*EXCERPTED DATA*
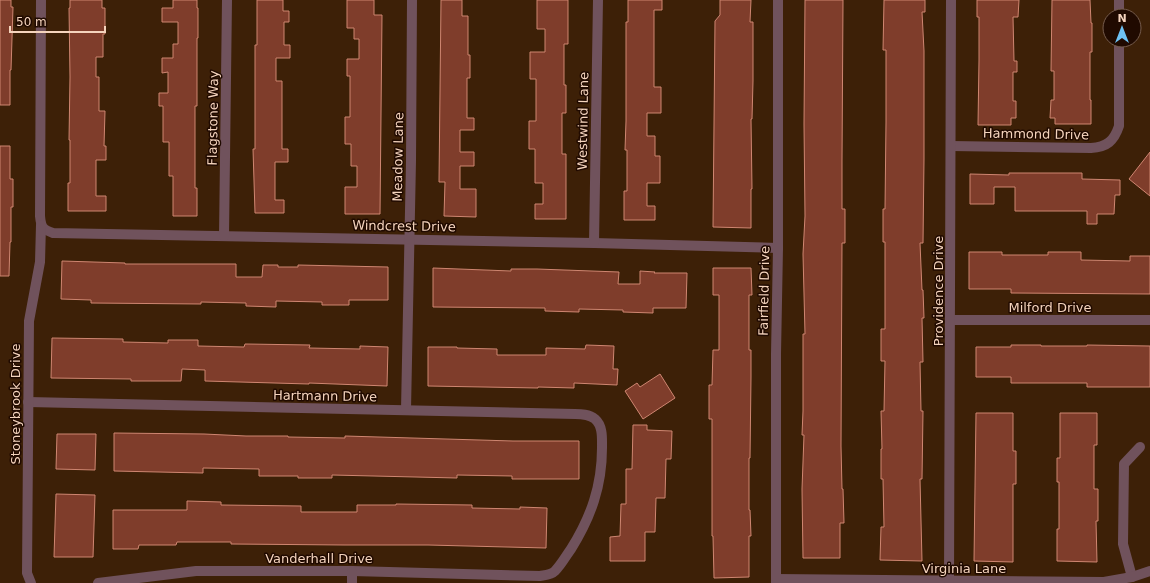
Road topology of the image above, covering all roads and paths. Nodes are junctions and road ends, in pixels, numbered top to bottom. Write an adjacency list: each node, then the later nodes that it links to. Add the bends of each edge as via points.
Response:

...

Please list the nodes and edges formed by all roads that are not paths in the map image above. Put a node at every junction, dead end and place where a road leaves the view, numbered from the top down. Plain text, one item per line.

*EXERCISE AIM*
I'd like every line with the string "road" copied from the listing.

*RESULT*
Road topology of the image above, covering all roads and paths. Nodes are junctions and road ends, in pixels, numbered top to bottom. Write an adjacency list: each node, then the later nodes that it links to. Add the bends of each edge as via points.
Please list the nodes and edges formed by all roads that are not paths in the map image above. Put a node at every junction, dead end and place where a road leaves the view, numbered from the top down. Plain text, one item per line.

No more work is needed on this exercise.